We are all under a tremendous amount of stress these days; it affects us in multiple ways, taking a toll on our bodies. And when it becomes chronic, it depletes our immune system and causes us to lose valuable sleep, gain weight, even to begin early aging. But how did our early ancestors deal with stress?

Way before the Olympic Games began, our ancestors used medicinal “adaptogenic” herbs to help themselves stay strong – their herbal medications helped the natural body-mind connection “adapt” to their forms of stress so they could not only survive but also thrive in a very unforgiving world.

When these herbs are used properly, they can help today’s tired athletes recover and stay strong. For educational purposes only, let’s look at eight of these adaptogenic herbs that you might choose to include in your 2017 health regimen.

Ashwaganda (Withania somiferum) has been used in Ayurvedic medicine for over 4,000 years for exhaustion and high levels of chronic stress. Ashwaganda is known for mood stabilization and to support optimal physical and emotional well-being. It’s believed to reduce the effects of stress on the body and is also known to have aphrodisiac properties that could possibly aid in erectile dysfunction and fertility.

Asian Ginseng (Panax ginseng) roots are taken orally as adaptogens, aphrodisiacs and nourishing stimulants. As a proven anti-inflammatory, it can regulate blood sugar and works as an anti-depressant, for endurance, memory, calmness and energy. No wonder it’s in most of today’s energy drinks.

Cordyceps (Cordyceps sinensis) is known as the “ginseng of mushrooms” and is known to have a wonderful effect on endurance and stamina. It has stress-reducing properties and research shows it to be highly effective in treating respiratory ailments, enhancing aerobic performance, increasing sex drive and strengthening the immune system.

He Shou Wu (Fallopia multiflora) is also known as polygonum multiflorum and used as a tonic to slow down the aging process. It calms the nervous system, and has been shown to promote hair growth, alleviate insomnia. Additionally it may aid with learning and memory.

Holy Basil (Ocimum tenuiflorum) is used traditionally to alleviate stress and inflammation while many studies show it to be the equivalent to many modern painkillers. Recent studies reveal it’s a powerful antioxidant that may be able to reduce blood glucose levels and cholesterol.

Maca (Lepidium meyenii) is highly beneficial for reducing fatigue, enhancing energy and endurance – an effective adaptagen for everyday living. It contains 55 phytochemicals known to have vitality-enhancing body effects and is incredibly mineral dense and nutritious. It may heighten libido and even alleviate medication-induced sexual dysfunction caused by pharmaceutical antidepressants.

Rhodioloa (Rhodiola rosea), found in the high north tundra and Arctic, it’s the herb of endurance that’s great for chronic physical and mental demands because it’s effective in improving mood and alleviating depression. Athletes and students may experience increased performance with the proper use of this herb.
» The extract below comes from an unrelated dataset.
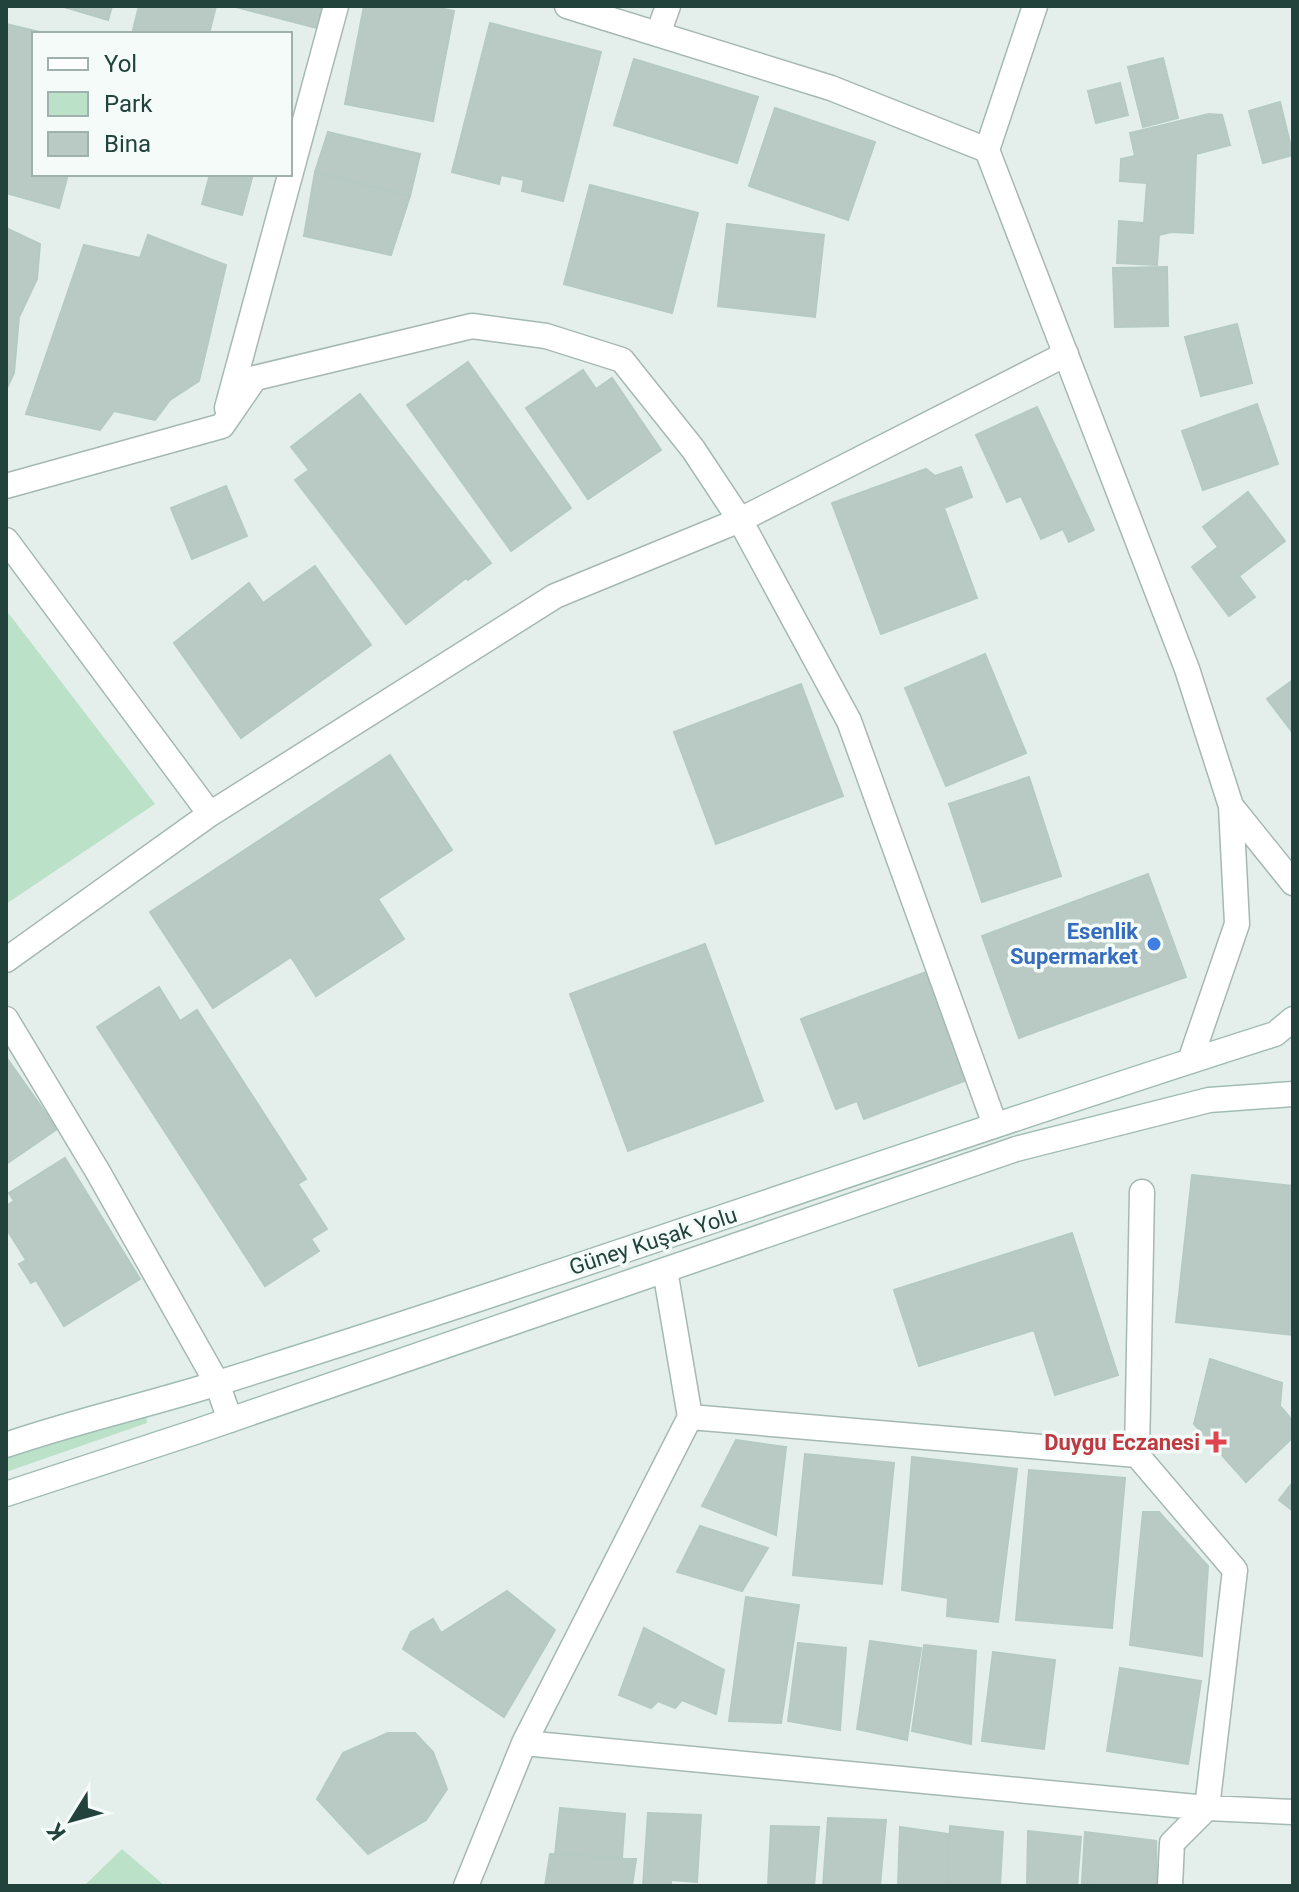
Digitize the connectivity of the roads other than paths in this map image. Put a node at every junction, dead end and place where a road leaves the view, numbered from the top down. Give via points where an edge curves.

Schisandra (Schisandra chinensis) is a berry known in China for its sexual tonic qualities and ability to help with long-term stress and mental exhaustion. It supports the immune system, relieves anxiety, increases energy and can improve mental clarity. Berries can be eaten as is or mixed with other adaptogenic herbs for combating stress on the body and mind.

Remember that herbs are only as good as their overall quality. You want to know where they were grown and harvested, and which part of the plant is used. Pay attention to freshness and overall quality – there can be large quality differences between quality brands and cheaper versions so don’t buy simply based on price. Let quality be your guide when working with herbal products.
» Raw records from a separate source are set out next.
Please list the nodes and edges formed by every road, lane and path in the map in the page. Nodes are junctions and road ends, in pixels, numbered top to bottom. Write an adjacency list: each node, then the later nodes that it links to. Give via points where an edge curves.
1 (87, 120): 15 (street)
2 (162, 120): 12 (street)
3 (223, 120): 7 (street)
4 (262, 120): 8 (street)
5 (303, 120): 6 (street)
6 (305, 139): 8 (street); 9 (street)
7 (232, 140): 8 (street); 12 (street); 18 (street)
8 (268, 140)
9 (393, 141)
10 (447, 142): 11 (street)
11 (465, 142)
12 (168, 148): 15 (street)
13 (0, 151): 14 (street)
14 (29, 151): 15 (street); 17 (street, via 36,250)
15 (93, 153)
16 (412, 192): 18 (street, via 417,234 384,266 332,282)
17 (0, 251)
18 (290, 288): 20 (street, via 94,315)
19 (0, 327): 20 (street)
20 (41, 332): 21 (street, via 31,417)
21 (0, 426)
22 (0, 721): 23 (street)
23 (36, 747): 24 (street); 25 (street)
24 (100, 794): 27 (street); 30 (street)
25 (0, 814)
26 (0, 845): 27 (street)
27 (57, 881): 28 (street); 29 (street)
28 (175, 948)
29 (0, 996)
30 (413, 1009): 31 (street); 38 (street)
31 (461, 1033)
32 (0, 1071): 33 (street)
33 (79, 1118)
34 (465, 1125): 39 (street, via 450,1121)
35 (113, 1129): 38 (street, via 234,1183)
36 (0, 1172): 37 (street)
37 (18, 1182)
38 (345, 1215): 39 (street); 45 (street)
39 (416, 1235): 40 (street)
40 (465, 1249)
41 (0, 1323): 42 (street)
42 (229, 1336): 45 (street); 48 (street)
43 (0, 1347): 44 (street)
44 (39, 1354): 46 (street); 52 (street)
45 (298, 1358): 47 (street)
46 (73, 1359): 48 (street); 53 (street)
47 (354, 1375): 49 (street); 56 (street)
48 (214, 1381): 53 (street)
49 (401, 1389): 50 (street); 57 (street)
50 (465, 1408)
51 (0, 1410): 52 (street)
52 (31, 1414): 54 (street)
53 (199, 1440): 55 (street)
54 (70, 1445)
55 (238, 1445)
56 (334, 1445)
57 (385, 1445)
Always consult your specially trained medical professional before starting any herbal products, especially if pregnancy is a possibility. It is possible for herbal medications to interact with prescription and over the counter (OTC) medications and drugs, and cause undesirable interactions so let your health care provider know about any complementary and integrative health approaches you use. Do not use these products to replace conventional care or to postpone seeing a health care provider about a medical problem.